▶ THE TASK
Nothing but the pictures should be left out when you copy the records exactly.

▶ INPUT DATA
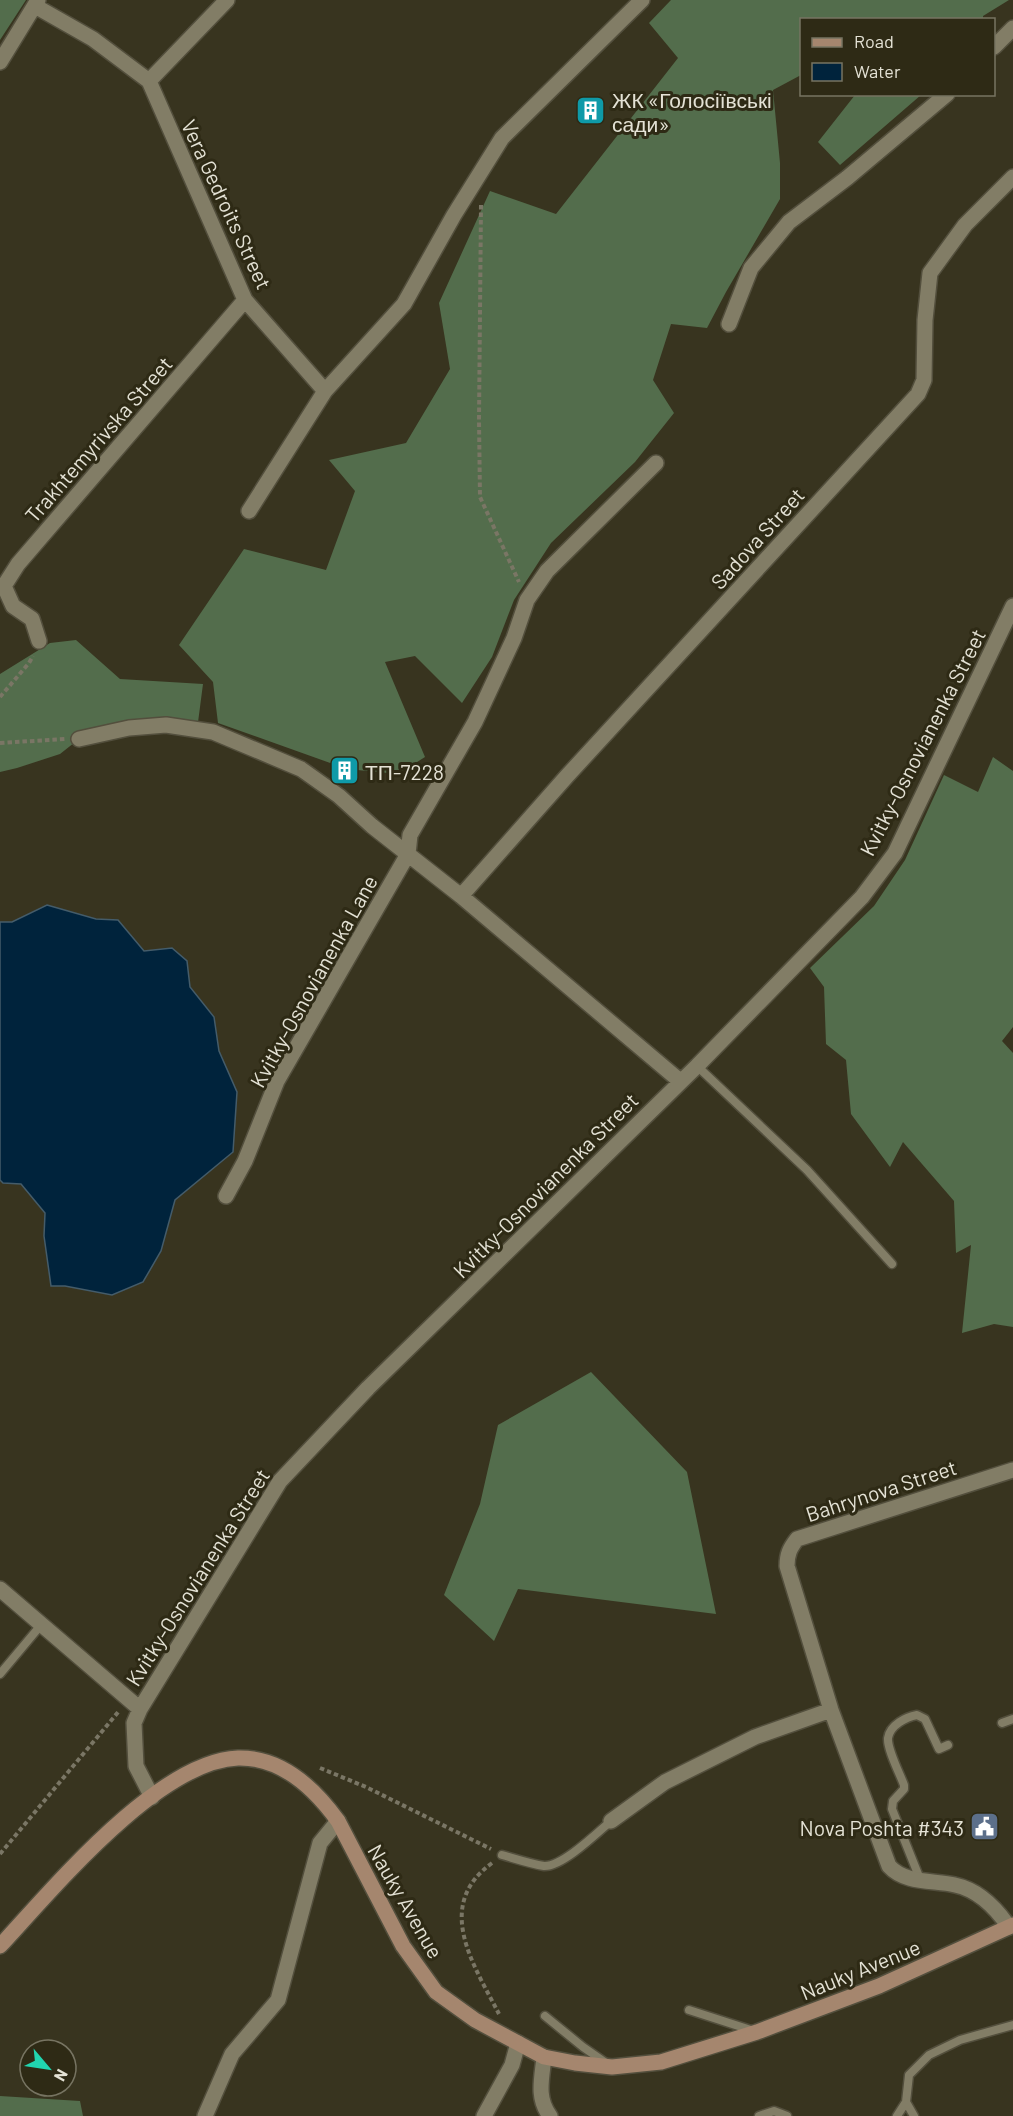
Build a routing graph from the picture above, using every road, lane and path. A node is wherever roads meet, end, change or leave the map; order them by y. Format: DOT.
graph roads {
  1 [pos="227,0"];
  2 [pos="642,0"];
  3 [pos="36,3"];
  4 [pos="1013,28"];
  5 [pos="995,45"];
  6 [pos="0,62"];
  7 [pos="150,81"];
  8 [pos="945,96"];
  9 [pos="481,171"];
  10 [pos="1013,177"];
  11 [pos="245,300"];
  12 [pos="729,324"];
  13 [pos="326,391"];
  14 [pos="656,463"];
  15 [pos="249,511"];
  16 [pos="527,600"];
  17 [pos="1013,606"];
  18 [pos="39,641"];
  19 [pos="0,697"];
  20 [pos="79,739"];
  21 [pos="0,743"];
  22 [pos="408,854"];
  23 [pos="461,896"];
  24 [pos="697,1065"];
  25 [pos="680,1081"];
  26 [pos="226,1196"];
  27 [pos="892,1264"];
  28 [pos="1013,1470"];
  29 [pos="0,1589"];
  30 [pos="41,1624"];
  31 [pos="0,1674"];
  32 [pos="134,1704"];
  33 [pos="831,1710"];
  34 [pos="1013,1719"];
  35 [pos="1002,1723"];
  36 [pos="948,1745"];
  37 [pos="320,1768"];
  38 [pos="152,1797"];
  39 [pos="338,1821"];
  40 [pos="611,1821"];
  41 [pos="0,1854"];
  42 [pos="502,1855"];
  43 [pos="920,1879"];
  44 [pos="1011,1926"];
  45 [pos="0,1946"];
  46 [pos="689,2010"];
  47 [pos="545,2016"];
  48 [pos="1013,2025"];
  49 [pos="757,2032"];
  50 [pos="513,2040"];
  51 [pos="544,2057"];
  52 [pos="612,2067"];
  53 [pos="906,2102"];
  54 [pos="205,2116"];
  55 [pos="484,2116"];
  56 [pos="550,2116"];
  57 [pos="759,2116"];
  58 [pos="787,2116"];
  59 [pos="897,2116"];
  60 [pos="914,2116"];
  1 -- 7 [label="street"];
  2 -- 9 [label="street"];
  3 -- 6 [label="street"];
  3 -- 7 [label="street"];
  4 -- 5 [label="street"];
  7 -- 11 [label="street, Vera Gedroits Street"];
  8 -- 12 [label="street"];
  9 -- 13 [label="street"];
  9 -- 16 [label="path"];
  10 -- 23 [label="street, Sadova Street"];
  11 -- 13 [label="street, Vera Gedroits Street"];
  11 -- 18 [label="street, Trakhtemyrivska Street"];
  13 -- 15 [label="street"];
  14 -- 16 [label="street, Kvitky-Osnovianenka Lane"];
  16 -- 22 [label="street, Kvitky-Osnovianenka Lane"];
  17 -- 24 [label="street, Kvitky-Osnovianenka Street"];
  18 -- 19 [label="path"];
  20 -- 21 [label="path"];
  20 -- 22 [label="street"];
  22 -- 23 [label="street"];
  22 -- 26 [label="street, Kvitky-Osnovianenka Lane"];
  23 -- 25 [label="street"];
  24 -- 25 [label="street, Kvitky-Osnovianenka Street"];
  24 -- 27 [label="lane"];
  25 -- 32 [label="street, Kvitky-Osnovianenka Street"];
  28 -- 33 [label="street, Bahrynova Street"];
  29 -- 30 [label="street"];
  30 -- 31 [label="lane"];
  30 -- 32 [label="street"];
  32 -- 38 [label="street, Kvitky-Osnovianenka Street"];
  32 -- 41 [label="path"];
  33 -- 40 [label="street"];
  33 -- 43 [label="street, Bahrynova Street"];
  34 -- 35 [label="lane"];
  36 -- 43 [label="lane"];
  37 -- 42 [label="path"];
  38 -- 39 [label="main road, Nauky Avenue"];
  38 -- 45 [label="main road, Nauky Avenue"];
  39 -- 50 [label="main road, Nauky Avenue"];
  39 -- 54 [label="street"];
  40 -- 42 [label="lane"];
  42 -- 50 [label="path"];
  43 -- 44 [label="street, Bahrynova Street"];
  44 -- 49 [label="main road, Nauky Avenue"];
  46 -- 49 [label="lane"];
  47 -- 52 [label="lane"];
  48 -- 53 [label="lane"];
  49 -- 52 [label="main road, Nauky Avenue"];
  50 -- 51 [label="main road, Nauky Avenue"];
  50 -- 55 [label="street"];
  51 -- 52 [label="main road, Nauky Avenue"];
  51 -- 56 [label="street"];
  53 -- 59 [label="lane"];
  53 -- 60 [label="lane"];
  57 -- 58 [label="lane"];
}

▶ ANSWER TO THE PROBLEM
Build a routing graph from the picture above, using every road, lane and path. A node is wherever roads meet, end, change or leave the map; order them by y. Format: DOT.
graph roads {
  1 [pos="227,0"];
  2 [pos="642,0"];
  3 [pos="36,3"];
  4 [pos="1013,28"];
  5 [pos="995,45"];
  6 [pos="0,62"];
  7 [pos="150,81"];
  8 [pos="945,96"];
  9 [pos="481,171"];
  10 [pos="1013,177"];
  11 [pos="245,300"];
  12 [pos="729,324"];
  13 [pos="326,391"];
  14 [pos="656,463"];
  15 [pos="249,511"];
  16 [pos="527,600"];
  17 [pos="1013,606"];
  18 [pos="39,641"];
  19 [pos="0,697"];
  20 [pos="79,739"];
  21 [pos="0,743"];
  22 [pos="408,854"];
  23 [pos="461,896"];
  24 [pos="697,1065"];
  25 [pos="680,1081"];
  26 [pos="226,1196"];
  27 [pos="892,1264"];
  28 [pos="1013,1470"];
  29 [pos="0,1589"];
  30 [pos="41,1624"];
  31 [pos="0,1674"];
  32 [pos="134,1704"];
  33 [pos="831,1710"];
  34 [pos="1013,1719"];
  35 [pos="1002,1723"];
  36 [pos="948,1745"];
  37 [pos="320,1768"];
  38 [pos="152,1797"];
  39 [pos="338,1821"];
  40 [pos="611,1821"];
  41 [pos="0,1854"];
  42 [pos="502,1855"];
  43 [pos="920,1879"];
  44 [pos="1011,1926"];
  45 [pos="0,1946"];
  46 [pos="689,2010"];
  47 [pos="545,2016"];
  48 [pos="1013,2025"];
  49 [pos="757,2032"];
  50 [pos="513,2040"];
  51 [pos="544,2057"];
  52 [pos="612,2067"];
  53 [pos="906,2102"];
  54 [pos="205,2116"];
  55 [pos="484,2116"];
  56 [pos="550,2116"];
  57 [pos="759,2116"];
  58 [pos="787,2116"];
  59 [pos="897,2116"];
  60 [pos="914,2116"];
  1 -- 7 [label="street"];
  2 -- 9 [label="street"];
  3 -- 6 [label="street"];
  3 -- 7 [label="street"];
  4 -- 5 [label="street"];
  7 -- 11 [label="street, Vera Gedroits Street"];
  8 -- 12 [label="street"];
  9 -- 13 [label="street"];
  9 -- 16 [label="path"];
  10 -- 23 [label="street, Sadova Street"];
  11 -- 13 [label="street, Vera Gedroits Street"];
  11 -- 18 [label="street, Trakhtemyrivska Street"];
  13 -- 15 [label="street"];
  14 -- 16 [label="street, Kvitky-Osnovianenka Lane"];
  16 -- 22 [label="street, Kvitky-Osnovianenka Lane"];
  17 -- 24 [label="street, Kvitky-Osnovianenka Street"];
  18 -- 19 [label="path"];
  20 -- 21 [label="path"];
  20 -- 22 [label="street"];
  22 -- 23 [label="street"];
  22 -- 26 [label="street, Kvitky-Osnovianenka Lane"];
  23 -- 25 [label="street"];
  24 -- 25 [label="street, Kvitky-Osnovianenka Street"];
  24 -- 27 [label="lane"];
  25 -- 32 [label="street, Kvitky-Osnovianenka Street"];
  28 -- 33 [label="street, Bahrynova Street"];
  29 -- 30 [label="street"];
  30 -- 31 [label="lane"];
  30 -- 32 [label="street"];
  32 -- 38 [label="street, Kvitky-Osnovianenka Street"];
  32 -- 41 [label="path"];
  33 -- 40 [label="street"];
  33 -- 43 [label="street, Bahrynova Street"];
  34 -- 35 [label="lane"];
  36 -- 43 [label="lane"];
  37 -- 42 [label="path"];
  38 -- 39 [label="main road, Nauky Avenue"];
  38 -- 45 [label="main road, Nauky Avenue"];
  39 -- 50 [label="main road, Nauky Avenue"];
  39 -- 54 [label="street"];
  40 -- 42 [label="lane"];
  42 -- 50 [label="path"];
  43 -- 44 [label="street, Bahrynova Street"];
  44 -- 49 [label="main road, Nauky Avenue"];
  46 -- 49 [label="lane"];
  47 -- 52 [label="lane"];
  48 -- 53 [label="lane"];
  49 -- 52 [label="main road, Nauky Avenue"];
  50 -- 51 [label="main road, Nauky Avenue"];
  50 -- 55 [label="street"];
  51 -- 52 [label="main road, Nauky Avenue"];
  51 -- 56 [label="street"];
  53 -- 59 [label="lane"];
  53 -- 60 [label="lane"];
  57 -- 58 [label="lane"];
}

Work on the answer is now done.